The power-industry regulator said today (Oct 16) that electricity retailers that have under-hedged their positions might be exposed to the volatility and, hence, find it challenging to sustain their operations and choose to exit the market.

This is to be expected in an open and liberalised market where players may enter and exit, and consolidation may happen, it added. 

The government agency’s latest comments came after two electricity retailers, iSwitch and Ohm Energy, announced their exits from the Singapore market this week, citing volatile market conditions.

In a statement, EMA said that wholesale electricity prices were determined every half-hour depending on prevailing demand-and-supply conditions.

In the past two weeks, the wholesale electricity market here has experienced higher price volatility for sustained periods, which can be attributed to several factors. 

Around the world, prices for spot liquefied natural gas have risen significantly, driven by increased global demand as well as a drop in the production of natural gas and coal, said EMA. 

Domestically, Singapore has also seen higher-than-usual electricity demand, with a new peak of 7,667 megawatts recorded on Tuesday.

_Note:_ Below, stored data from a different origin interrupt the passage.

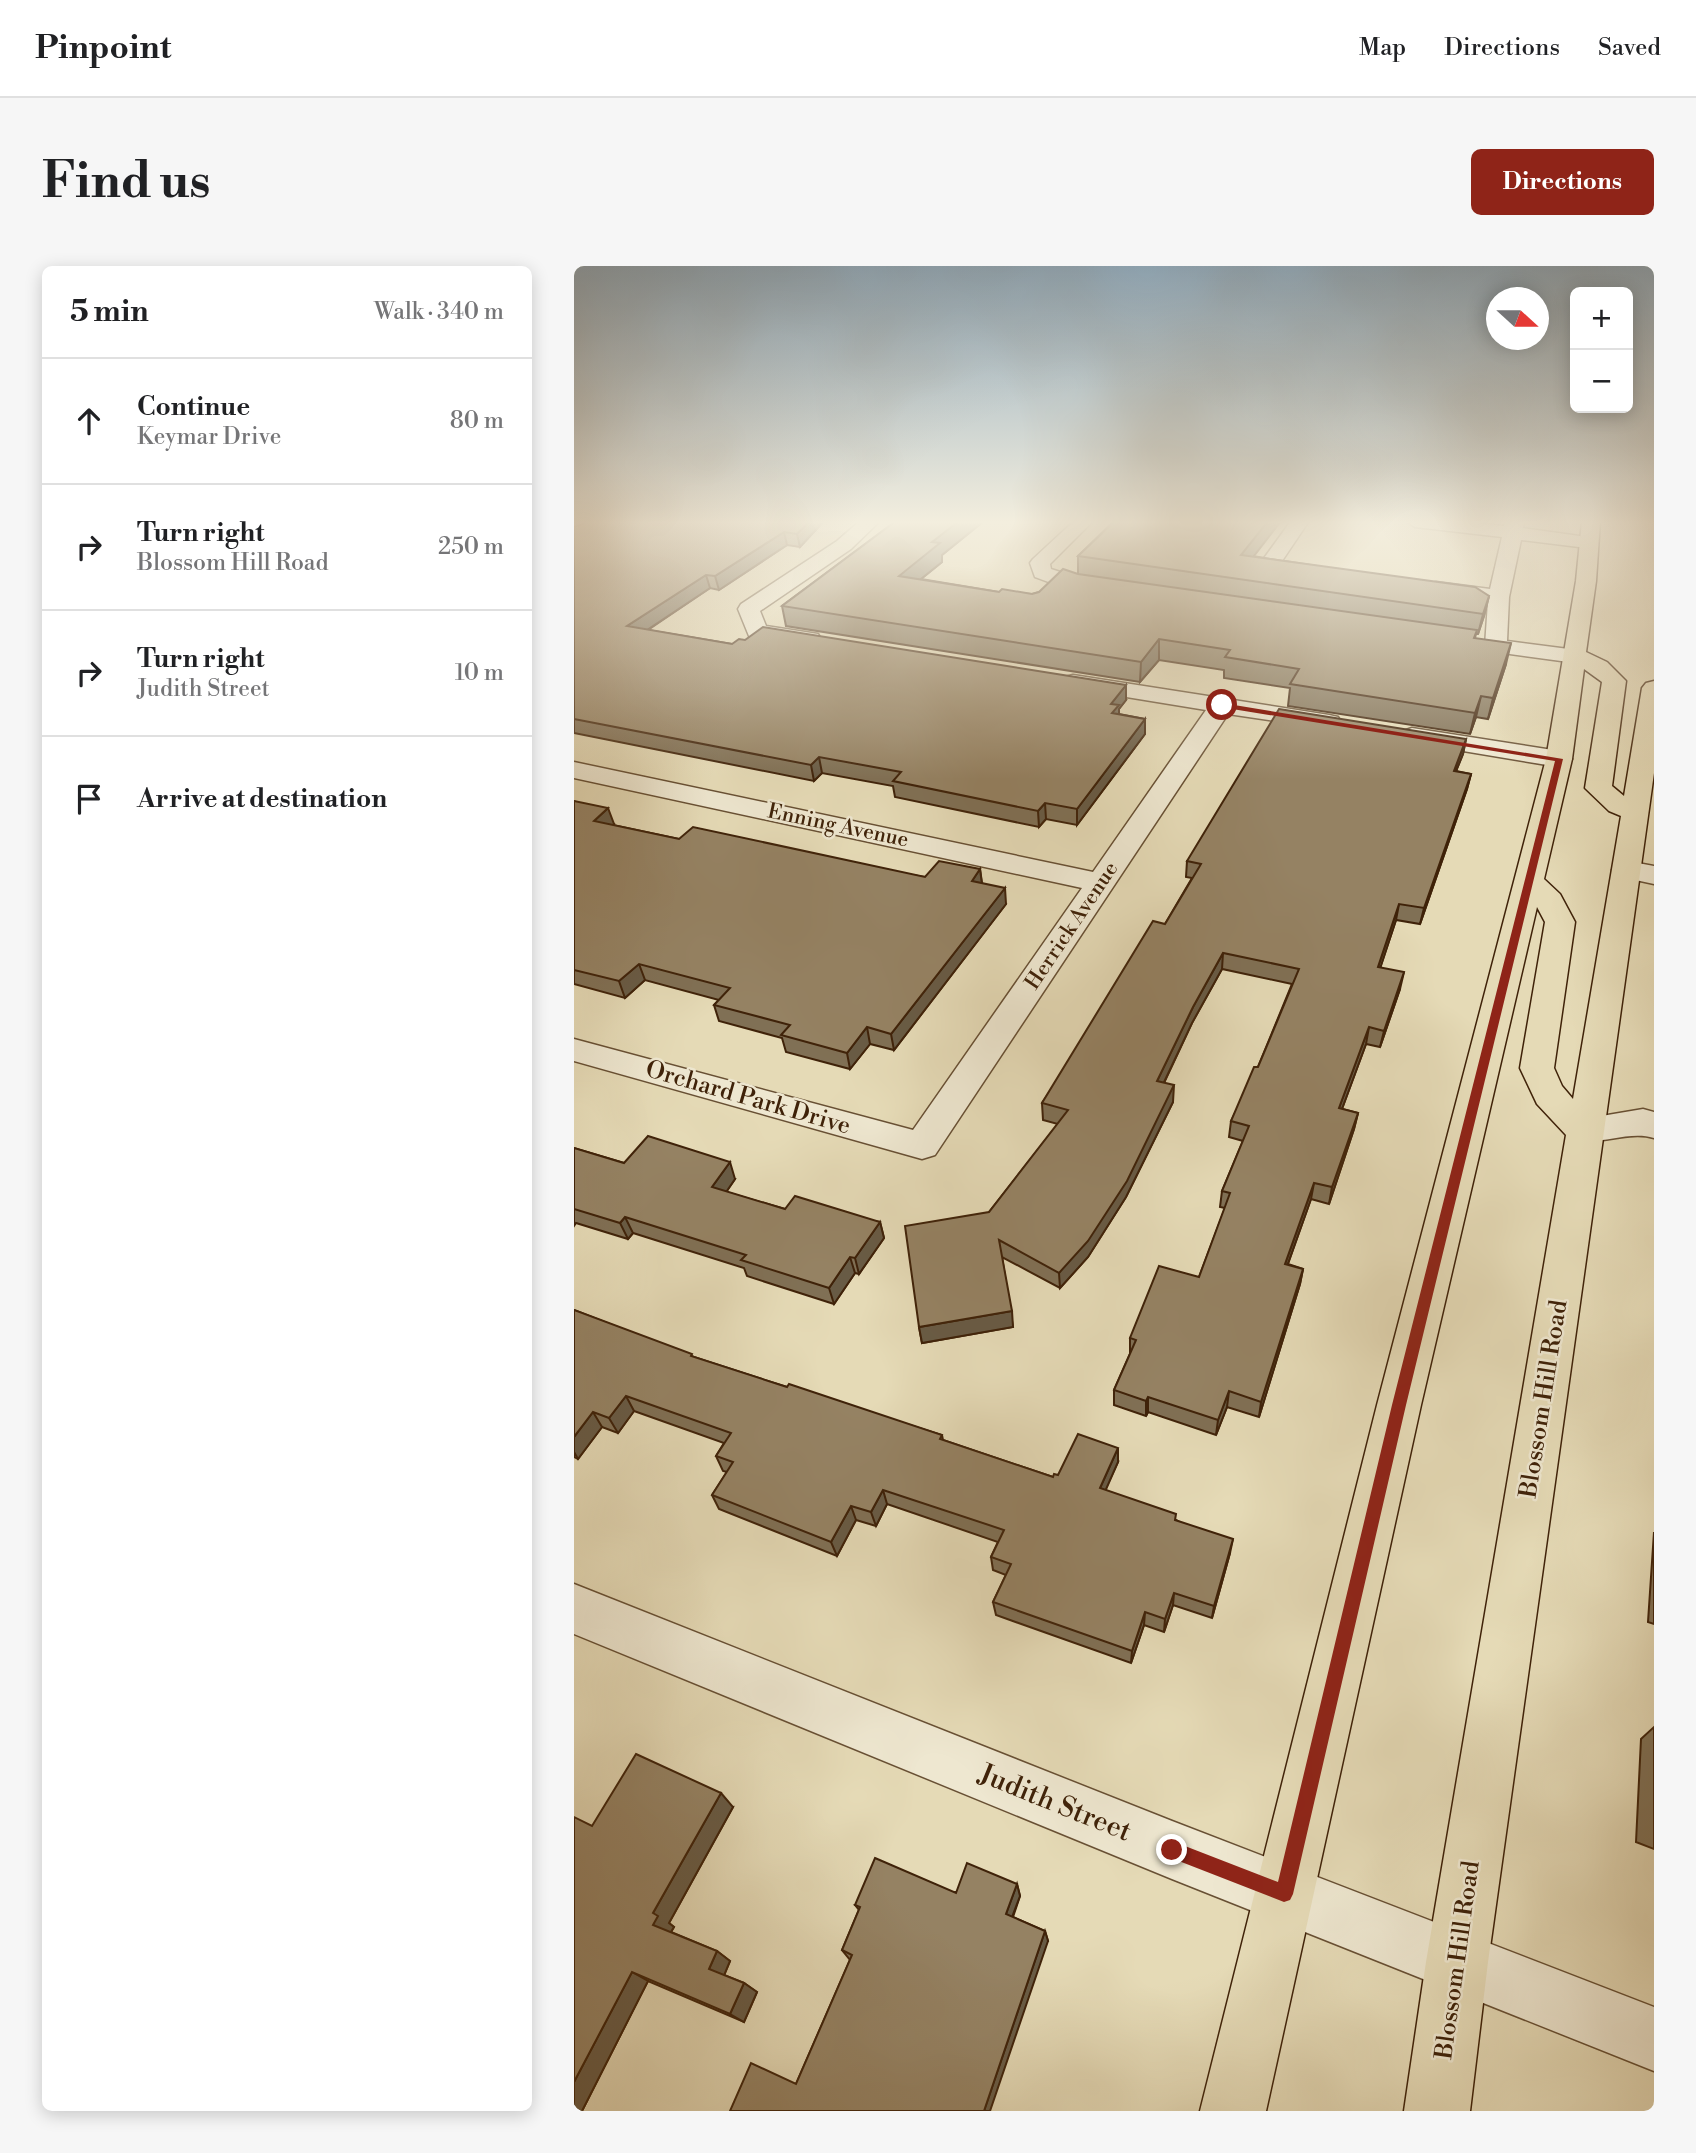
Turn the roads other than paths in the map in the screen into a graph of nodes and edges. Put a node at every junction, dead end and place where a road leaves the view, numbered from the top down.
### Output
1 (753, 607) edge
2 (1496, 607) edge
3 (1583, 607) edge
4 (839, 644) edge
5 (1576, 656) junction
6 (1058, 679) edge
7 (1654, 692) edge
8 (1222, 705) junction
9 (1346, 725) edge
10 (1387, 732) edge
11 (1559, 759) junction
12 (574, 770) edge
13 (1636, 812) junction
14 (1640, 872) edge
15 (1529, 881) junction
16 (1101, 883) junction
17 (574, 1050) edge
18 (1654, 1125) edge
19 (1585, 1130) junction
20 (922, 1146) joint
21 (574, 1609) edge
22 (1284, 1894) junction
23 (1457, 1962) junction
24 (1654, 2039) edge
25 (1233, 2111) edge
26 (1437, 2111) edge

1 - 4 street
2 - 5 street
3 - 5 main road
5 - 11 main road
5 - 13 main road
6 - 8 street
7 - 13 main road, Blossom Hill Road
8 - 9 street
8 - 16 street, Herrick Avenue
10 - 11 street
11 - 15 main road
12 - 16 street, Enning Avenue
13 - 14 main road, Blossom Hill Road
14 - 19 main road, Blossom Hill Road
15 - 19 main road
15 - 22 main road
16 - 20 street, Herrick Avenue
17 - 20 street, Orchard Park Drive
18 - 19 street
19 - 23 main road, Blossom Hill Road
21 - 22 street, Judith Street
22 - 23 street, Judith Street
22 - 25 main road
23 - 24 street, Judith Street
23 - 26 main road, Blossom Hill Road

“There is also a curtailment of piped natural gas from West Natuna and low landing pressure of gas supplied from South Sumatra,” EMA said. 

Right now, about half of household consumers here get their electricity from the Open Electricity Market, which was launched in 2018 to give consumers more options and flexibility. 

These consumers can select from a range of plans, including those offering fixed prices or discounts on the regulated tariff. 

The remaining half of household consumers buy electricity from utilities company SP Group at the regulated tariff, and only a small group of consumers get their power directly from the wholesale market. 

“Most consumers have been cushioned from the volatility in Singapore Wholesale Electricity Market prices, as they are either on fixed-price plans, discount-off-regulated-tariff (plans) or the regulated tariff.” 

EMA said that it was working closely with retailers that are facing challenges given the “exceptional circumstances”.

For instance, it is helping retailers that wish to continue operations hedge against future volatility. 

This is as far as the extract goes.